GOAL OF THE EXERCISE> Images are to be excluded from the copy, and the records below reproduced word for word.

EXERCISE DATA>
-- Opening Marker --
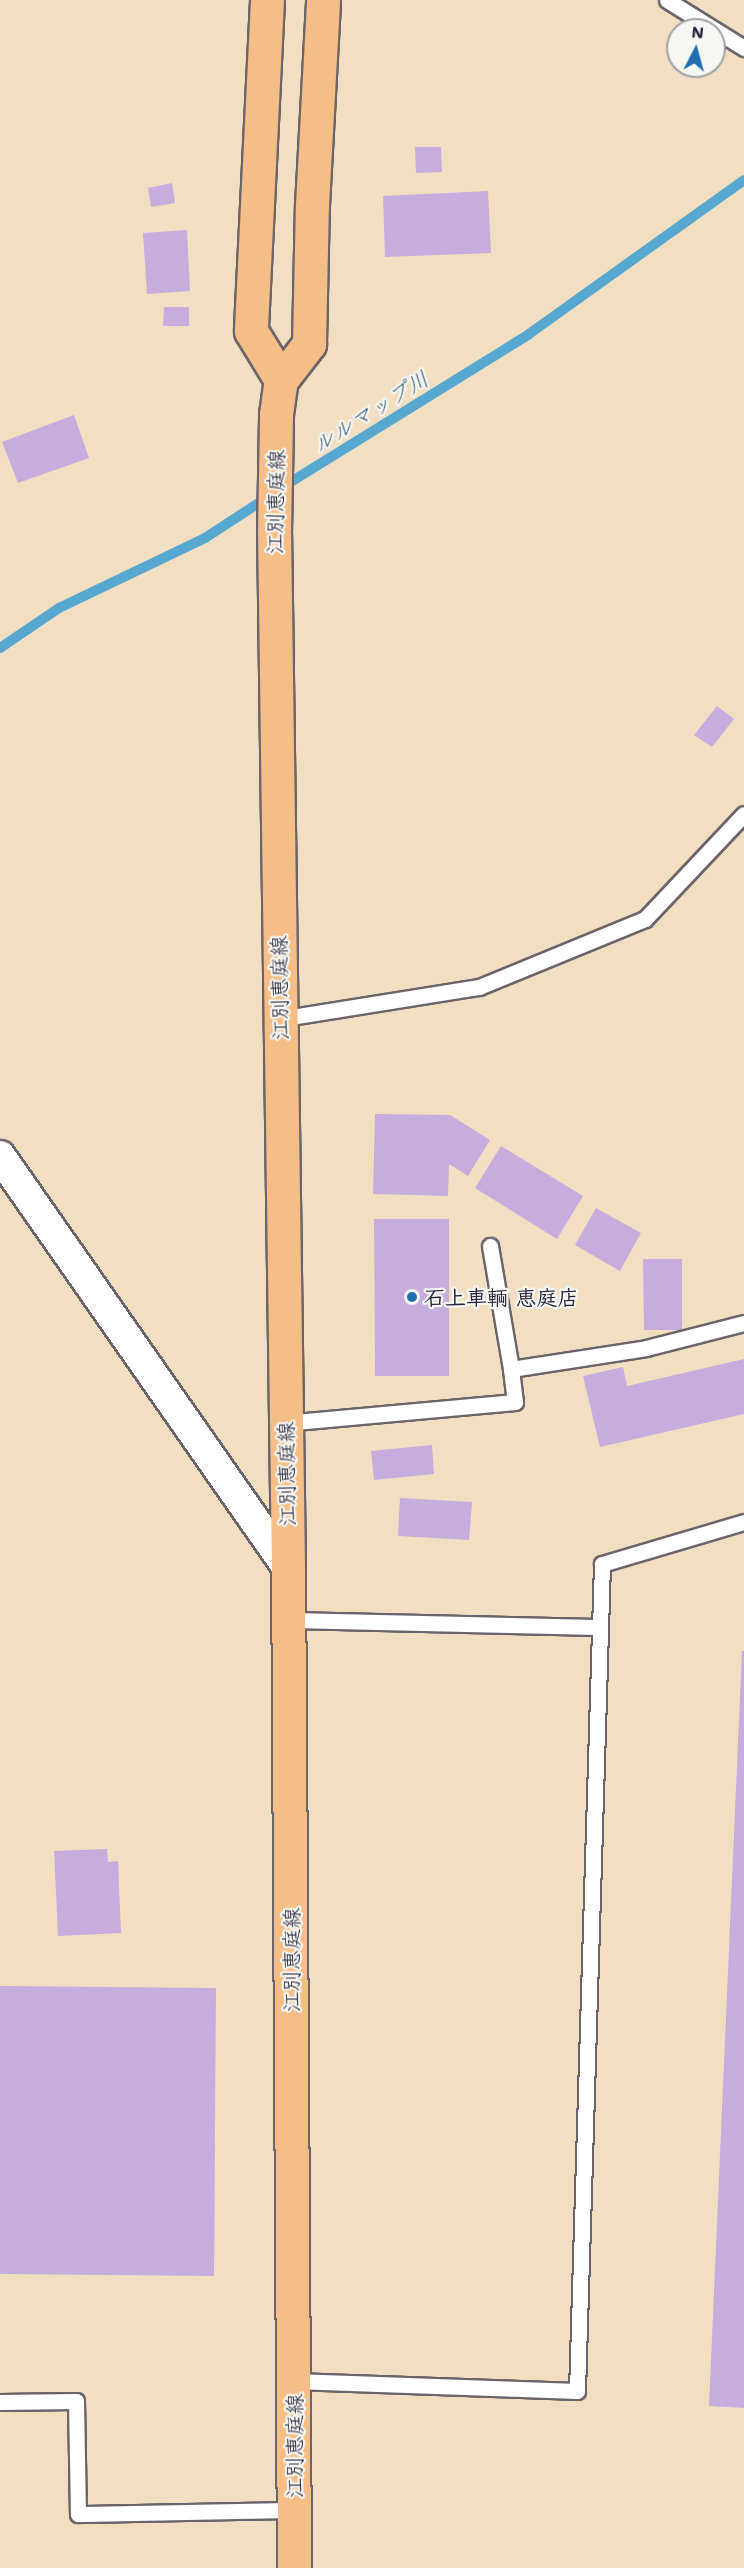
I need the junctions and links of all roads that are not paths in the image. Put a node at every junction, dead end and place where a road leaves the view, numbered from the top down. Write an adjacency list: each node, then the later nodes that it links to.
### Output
1 (267, 0): 5 (main road)
2 (323, 0): 5 (main road, 江別恵庭線)
3 (667, 0): 4 (lane)
4 (744, 48)
5 (281, 380): 7 (main road, 江別恵庭線)
6 (744, 814): 7 (lane)
7 (279, 1019): 12 (main road, 江別恵庭線)
8 (0, 1156): 14 (street)
9 (490, 1246): 11 (lane)
10 (744, 1323): 11 (lane)
11 (511, 1369): 12 (lane)
12 (284, 1423): 14 (main road, 江別恵庭線)
13 (744, 1522): 16 (lane)
14 (288, 1568): 15 (main road, 江別恵庭線)
15 (288, 1620): 16 (lane); 17 (main road, 江別恵庭線)
16 (600, 1627): 17 (lane)
17 (294, 2381): 19 (main road, 江別恵庭線)
18 (0, 2402): 19 (lane)
19 (295, 2510): 20 (main road, 江別恵庭線)
20 (294, 2568)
-- Closing Marker --
RESULT FOR THIS EXERCISE>
I need the junctions and links of all roads that are not paths in the image. Put a node at every junction, dead end and place where a road leaves the view, numbered from the top down. Write an adjacency list: each node, then the later nodes that it links to.
### Output
1 (267, 0): 5 (main road)
2 (323, 0): 5 (main road, 江別恵庭線)
3 (667, 0): 4 (lane)
4 (744, 48)
5 (281, 380): 7 (main road, 江別恵庭線)
6 (744, 814): 7 (lane)
7 (279, 1019): 12 (main road, 江別恵庭線)
8 (0, 1156): 14 (street)
9 (490, 1246): 11 (lane)
10 (744, 1323): 11 (lane)
11 (511, 1369): 12 (lane)
12 (284, 1423): 14 (main road, 江別恵庭線)
13 (744, 1522): 16 (lane)
14 (288, 1568): 15 (main road, 江別恵庭線)
15 (288, 1620): 16 (lane); 17 (main road, 江別恵庭線)
16 (600, 1627): 17 (lane)
17 (294, 2381): 19 (main road, 江別恵庭線)
18 (0, 2402): 19 (lane)
19 (295, 2510): 20 (main road, 江別恵庭線)
20 (294, 2568)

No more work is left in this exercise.